FIG. 2 is a side view of a tilt axis wind power generator (II type joint).

FIG. 3 is a plan view of a rotor. (B) Side view of the rotor. (C) A blade element cross-sectional view of a blade (blade plate).

[Explanation of symbols]

 DESCRIPTION OF SYMBOLS 1 Tilt axis (drive rotation axis) 2 Rotor 3 Blade (blade plate) 4 Generator (AC or DC) 5 Code 6 Blade element (blade cross section type) 7 Fixed band 8 Joint (I type, II type) 9 Cup Ring 10 Vertical shaft (rotating shaft) 11 Mount 12 Bearing (with flange) 13 Hub 14 Lead wire hole 15 Camber (warp) 16 Taper (inclined surface) 17 Blade root 18 Blade end 19 Front edge 20 Rear edge 30 Windmill Motor mechanism (rotor and generator) 40 Holding mechanism (vertical shaft and gantry) θ Tilt angle (drive rotation axis) α Attack angle (twist angle)

[Procedure amendment]

[Submission date] July 5, 1999 (1999.7.5)

[Procedure amendment 1]

[Document name to be amended] Statement

[Correction target item name] Claim 1

[Correction method] Change

[Correction contents]

Claims (2)

[Claims] A rotor is directly connected to a generator.
Is supported on the windward side of the vertical shaft 10 and turns. (A) The rotor 3 of the rotor 2 is composed of four blades. (B) The taper 16 is formed at the front edge 19 of each blade.
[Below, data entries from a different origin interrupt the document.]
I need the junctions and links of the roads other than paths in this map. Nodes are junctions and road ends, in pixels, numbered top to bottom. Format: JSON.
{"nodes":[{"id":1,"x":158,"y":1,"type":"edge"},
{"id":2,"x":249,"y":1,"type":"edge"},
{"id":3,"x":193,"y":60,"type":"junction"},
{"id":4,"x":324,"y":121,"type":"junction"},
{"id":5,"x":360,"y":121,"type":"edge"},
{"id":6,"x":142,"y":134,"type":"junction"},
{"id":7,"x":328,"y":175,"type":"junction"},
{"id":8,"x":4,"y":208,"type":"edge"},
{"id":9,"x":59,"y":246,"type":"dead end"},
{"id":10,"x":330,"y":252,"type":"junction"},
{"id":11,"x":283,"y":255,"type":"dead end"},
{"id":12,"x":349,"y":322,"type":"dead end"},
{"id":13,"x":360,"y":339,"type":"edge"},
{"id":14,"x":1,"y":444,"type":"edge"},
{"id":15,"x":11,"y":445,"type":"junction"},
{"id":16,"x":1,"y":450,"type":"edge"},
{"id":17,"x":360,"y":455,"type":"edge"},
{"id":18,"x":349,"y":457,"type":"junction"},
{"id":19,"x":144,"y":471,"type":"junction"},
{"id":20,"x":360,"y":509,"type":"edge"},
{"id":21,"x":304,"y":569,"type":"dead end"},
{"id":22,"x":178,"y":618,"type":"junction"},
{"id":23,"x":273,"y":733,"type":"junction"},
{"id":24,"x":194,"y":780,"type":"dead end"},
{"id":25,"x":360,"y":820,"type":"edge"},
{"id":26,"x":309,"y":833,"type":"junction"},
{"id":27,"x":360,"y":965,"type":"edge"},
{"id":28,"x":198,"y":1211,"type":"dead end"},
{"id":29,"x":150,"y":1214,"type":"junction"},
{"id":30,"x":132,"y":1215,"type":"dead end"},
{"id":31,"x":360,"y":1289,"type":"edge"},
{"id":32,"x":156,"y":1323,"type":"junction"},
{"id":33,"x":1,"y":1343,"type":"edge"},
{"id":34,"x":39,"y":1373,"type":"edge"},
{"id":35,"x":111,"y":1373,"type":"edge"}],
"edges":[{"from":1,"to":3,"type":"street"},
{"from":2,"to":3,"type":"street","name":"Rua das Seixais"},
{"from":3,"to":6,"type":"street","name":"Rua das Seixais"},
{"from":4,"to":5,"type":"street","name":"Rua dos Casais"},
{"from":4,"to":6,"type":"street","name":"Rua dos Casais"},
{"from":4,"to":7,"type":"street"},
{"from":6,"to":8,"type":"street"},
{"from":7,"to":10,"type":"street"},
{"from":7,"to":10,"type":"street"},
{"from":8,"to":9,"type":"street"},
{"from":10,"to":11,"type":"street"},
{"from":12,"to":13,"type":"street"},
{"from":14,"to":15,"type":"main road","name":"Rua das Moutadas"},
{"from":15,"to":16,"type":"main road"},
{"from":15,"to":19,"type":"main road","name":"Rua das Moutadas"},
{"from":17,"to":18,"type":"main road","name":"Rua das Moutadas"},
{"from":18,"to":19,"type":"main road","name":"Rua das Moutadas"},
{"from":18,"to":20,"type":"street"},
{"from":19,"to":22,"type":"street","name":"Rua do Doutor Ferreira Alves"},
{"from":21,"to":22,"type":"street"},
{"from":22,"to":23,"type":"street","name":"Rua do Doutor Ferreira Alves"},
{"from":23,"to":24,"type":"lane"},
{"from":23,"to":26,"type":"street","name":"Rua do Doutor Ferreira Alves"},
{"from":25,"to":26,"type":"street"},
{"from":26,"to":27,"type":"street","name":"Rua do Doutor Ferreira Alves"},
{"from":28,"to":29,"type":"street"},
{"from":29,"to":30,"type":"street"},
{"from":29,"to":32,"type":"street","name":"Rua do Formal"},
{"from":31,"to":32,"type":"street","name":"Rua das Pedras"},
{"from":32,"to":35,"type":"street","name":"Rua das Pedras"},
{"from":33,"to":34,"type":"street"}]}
A camber 15 is provided on the trailing edge portion 20. (c) The wind turbine motor mechanism 30 in which the rotor 2 and the drive rotating shaft 1 of the generator 4 are directly connected is inclined by 45 degrees. (D) The bearing for supporting the inclined wind turbine motor mechanism 30 The vertical shaft 10 of the mechanism 40 is spliced with a fitting 8 metal fitting. (E) The vertical shaft 10 is supported and mounted on the gantry 11 of the holding mechanism 40 using the bearings 12 (f) The windmill motor mechanism with the gradual increase in wind speed 30. An inclined rotary shaft type wind power generator, comprising a joint mechanism in which 30 is displaced upward. 2. A small wind power generator installed on a building (a house, a building, a tower, etc.) as a complementary device of the solar power generator, which is electrically coupled to the solar power generator to perform combined power generation. The wind power generator according to claim 1.